The next generation of architectural materials should possess behavior intelligence capable of adapting to the dynamic field of environmental, functional, and contextual forces. This will only be possible through astute adaptation of computational methods not only as means to manufacture material, but also as an implanted quality of the material itself. The evolutionary chain of material enhancement is approaching its apex and is in a dire need of a paradigm shift; a paradigm shift triggered by embedded intelligence that will inject life into material by inducing autonomous responsive behavior and adaptive properties.
Impregnating the passive material with computational power will cause a significant leap in the nature of materials and liberate architecture from being a conglomerate of sometimes opposing components. Too many times I have seen HVAC ducts wrapped in insulation running into structural elements that obstruct views. Sometimes architects find clever ways to hide away all that mess like in the case of Salk Institute. But most of the times we are forced to resort to more typical ways of covering up the mess by adding even more parts to the jumble: hung ceiling. Imagine materials with intrinsic capabilities to adjust structural strengths in various regions based on external forces, fine-tune the R-value to accommodate thermal needs, and alter perviousness level to suit lighting, privacy, security, circulation, view, and even aesthetic requirements.

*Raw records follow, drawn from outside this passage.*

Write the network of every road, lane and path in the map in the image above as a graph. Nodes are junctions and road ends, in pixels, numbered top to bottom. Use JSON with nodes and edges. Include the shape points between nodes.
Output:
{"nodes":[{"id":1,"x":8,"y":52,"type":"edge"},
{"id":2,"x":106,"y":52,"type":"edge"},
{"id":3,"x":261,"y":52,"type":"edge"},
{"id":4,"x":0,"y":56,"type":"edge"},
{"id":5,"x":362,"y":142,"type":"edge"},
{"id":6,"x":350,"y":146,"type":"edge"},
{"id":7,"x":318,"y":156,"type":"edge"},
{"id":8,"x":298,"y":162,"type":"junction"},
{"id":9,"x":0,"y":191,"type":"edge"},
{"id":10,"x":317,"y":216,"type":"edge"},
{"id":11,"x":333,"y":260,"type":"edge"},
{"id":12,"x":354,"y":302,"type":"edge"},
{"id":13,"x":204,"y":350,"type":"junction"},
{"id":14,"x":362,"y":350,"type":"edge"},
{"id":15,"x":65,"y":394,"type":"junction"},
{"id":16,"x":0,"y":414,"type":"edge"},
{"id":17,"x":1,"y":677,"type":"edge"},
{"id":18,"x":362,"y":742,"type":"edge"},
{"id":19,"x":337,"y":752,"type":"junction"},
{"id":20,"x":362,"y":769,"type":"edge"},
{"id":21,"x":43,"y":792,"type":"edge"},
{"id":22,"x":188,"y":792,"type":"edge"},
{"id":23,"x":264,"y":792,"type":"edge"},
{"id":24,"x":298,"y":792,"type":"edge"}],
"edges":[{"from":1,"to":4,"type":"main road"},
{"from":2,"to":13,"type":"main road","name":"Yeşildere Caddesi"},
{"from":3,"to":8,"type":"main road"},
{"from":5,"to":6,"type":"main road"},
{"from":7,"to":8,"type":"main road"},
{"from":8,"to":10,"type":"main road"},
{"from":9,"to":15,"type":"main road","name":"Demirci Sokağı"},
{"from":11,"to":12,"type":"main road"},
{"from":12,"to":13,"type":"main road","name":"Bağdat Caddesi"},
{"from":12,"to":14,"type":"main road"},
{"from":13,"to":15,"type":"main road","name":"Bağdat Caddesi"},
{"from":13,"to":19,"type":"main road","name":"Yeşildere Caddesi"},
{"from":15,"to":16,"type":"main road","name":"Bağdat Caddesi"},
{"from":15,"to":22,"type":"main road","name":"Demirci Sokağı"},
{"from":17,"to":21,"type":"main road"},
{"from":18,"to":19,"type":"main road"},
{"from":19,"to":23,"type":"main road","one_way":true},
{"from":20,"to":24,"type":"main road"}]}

Although computational intelligence, as the pith of this new specie, stays unchanged in its essence, there are a variety of material types that could be injected by it to meet specific deployment requirements. This could encircle structural kinetic apparatus adaptive to load requirements, all the way to a live tissue utilized as building skin responsive to thermal, lighting, view, and circulation needs. This also implies that although the underlying formula (principle, scheme, recipe) remains unchanged, it has a broad scale of operational domain: anything from real-time Nano-scale molecular manipulation of material properties to building scale structural systems.